CotratroPartes: Chazarreta Gisela Débora c/ Hipódromo Argentino de Palermo S.A. s/ despido

Tribunal: Cámara Nacional de Apelaciones del Trabajo

Sala/Juzgado: IV

Fecha: 30-sep-2013

Cita: MJ-JU-M-82249-AR | MJJ82249 | MJJ82249

Rechazo de la demanda, pues la denuncia contractual resultó extemporánea por prematura y en franca violación al principio de continuidad del contrato de trabajo.

Sumario:

1.-Corresponde confirmar el rechazo de la demanda, pues aun cuando en la mejor de las hipótesis para la demandante se pudiera concluir que a partir del certificado médico acompañado se encontraba en condiciones de reintegrarse a sus tareas, más allá de la autenticidad o no de dicho instrumento, debía haber puesto en conocimiento del empleador cualquier alteración en su condición psicofísica de inmediato o dentro de un plazo prudencial a fin de poder reiniciar el cumplimiento de su debito contractual, y no lo hizo, siendo que el empleador adoptó las medidas adecuadas para tutelar la integridad psicofísica de la trabajadora.

2.-La decisión de la demandante de extinguir la relación laboral resultó incausada, extemporánea por prematura y en franca violación al principio de continuidad del contrato de trabajo (art. 10 de la LCT.), ya que no existían en ese momento elementos que la justificaran de modo razonable, pues la actora no acreditó que hubiese concurrido a trabajar y se le hubieran negado tareas, siendo que la propia demandada conminó a la actora a rever su conducta y reconducir el contrato de trabajo, sin respuesta favorable de esta última

3.-Resulta inadmisible el reclamo de horas extras y diferencias salariales, pues ambas partes resultan contestes en que la actora prestó servicios bajo el esquema de trabajo por equipos y turnos rotativos, de manera tal que no cabe duda de que resulta de aplicación la normativa correspondiente a dicha modalidad.

Fallo:

En la ciudad de Buenos Aires, capital de la República Argentina, a los 30 DE SEPTIEMBRE DE 2013, reunidos en la Sala de Acuerdos los señores miembros integrantes de este Tribunal, a fin de considerar el recurso interpuesto contra la sentencia apelada, se procede a oír las opiniones de los presentes en el orden de sorteo practicado al efecto, resultando así la siguiente exposición de fundamentos y votación:

La doctora Graciela Elena Marino dijo:

I.- La sentencia de primera instancia que rechazó la demanda en lo principal, suscita la queja de la parte actora a tenor del memorial obrante a fs. 299/302. Asimismo, el perito contador cuestiona los honorarios regulados a su favor, por estimarlos reducidos.

II.- La Sra.
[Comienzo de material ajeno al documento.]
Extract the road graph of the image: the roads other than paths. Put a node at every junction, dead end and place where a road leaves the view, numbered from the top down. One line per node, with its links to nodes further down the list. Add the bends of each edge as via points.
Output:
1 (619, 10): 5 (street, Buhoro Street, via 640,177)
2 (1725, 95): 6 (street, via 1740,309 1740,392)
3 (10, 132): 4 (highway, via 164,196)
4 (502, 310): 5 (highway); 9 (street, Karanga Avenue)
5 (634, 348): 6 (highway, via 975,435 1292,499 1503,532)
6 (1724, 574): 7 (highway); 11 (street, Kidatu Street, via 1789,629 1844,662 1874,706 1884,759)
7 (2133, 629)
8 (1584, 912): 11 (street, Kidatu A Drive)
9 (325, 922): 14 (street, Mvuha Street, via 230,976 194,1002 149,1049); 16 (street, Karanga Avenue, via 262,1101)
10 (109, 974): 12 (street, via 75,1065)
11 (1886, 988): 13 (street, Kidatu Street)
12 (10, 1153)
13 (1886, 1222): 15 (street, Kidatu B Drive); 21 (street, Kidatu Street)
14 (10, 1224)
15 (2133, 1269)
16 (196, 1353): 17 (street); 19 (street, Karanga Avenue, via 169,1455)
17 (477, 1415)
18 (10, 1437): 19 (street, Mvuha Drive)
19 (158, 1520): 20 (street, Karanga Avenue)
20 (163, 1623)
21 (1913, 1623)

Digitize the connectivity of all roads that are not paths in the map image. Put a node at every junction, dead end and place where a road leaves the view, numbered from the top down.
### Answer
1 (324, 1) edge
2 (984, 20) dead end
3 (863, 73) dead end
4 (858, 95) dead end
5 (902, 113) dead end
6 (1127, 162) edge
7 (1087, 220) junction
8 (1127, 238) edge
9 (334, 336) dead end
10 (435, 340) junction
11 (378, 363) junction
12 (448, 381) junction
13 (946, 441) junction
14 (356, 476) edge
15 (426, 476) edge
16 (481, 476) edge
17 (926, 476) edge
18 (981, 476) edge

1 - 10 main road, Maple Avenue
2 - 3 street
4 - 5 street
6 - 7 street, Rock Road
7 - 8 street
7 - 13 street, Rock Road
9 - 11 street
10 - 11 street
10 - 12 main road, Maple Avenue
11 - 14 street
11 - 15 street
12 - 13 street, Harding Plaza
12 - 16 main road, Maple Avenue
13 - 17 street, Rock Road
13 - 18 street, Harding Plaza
Juez «a quo» consideró injustificada la decisión de la demandante de extinguir la relación laboral, con las consecuencias que de ello se derivan en materia indemnizatoria. Para así resolver, hizo hincapié en la orfandad probatoria de ambas partes y en particular de la actora pues, a la luz de los hechos controvertidos (condiciones psicofísica para reintegrarse a sus tareas), había omitido avalar sus dichos en orden a la existencia y entrega al empleador del supuesto certificado de alta médica de fecha 14 de mayo de 2009 -agitado reiteradamente como presupuesto de intimación a fin de que se aclarara su situación laboral- y soslayado acreditar la autenticidad del certificado médico eventualmente extendido por el Dr. Andriacchio con fecha 24/06/2009. Para más, ponderó que el empleador había instado a la trabajadora para que el 12/8/2009 se presentara a una nueva revisación médica a fin de dirimir las diferencias entre la evaluación del médico de la empresa y el particular de la trabajadora y, a la luz del favorable resultado obtenido (alta médica), la había compelido a retomar tareas con fecha 14/8/2009.En esos términos, tuvo en miras que la actora no había demostrado haberse reintegrado a su puesto de trabajo y, por el contrario, había optado por la disolución del contrato de trabajo, confirmando su decisión rupturista en las sucesivas comunicaciones que cursó al empleador.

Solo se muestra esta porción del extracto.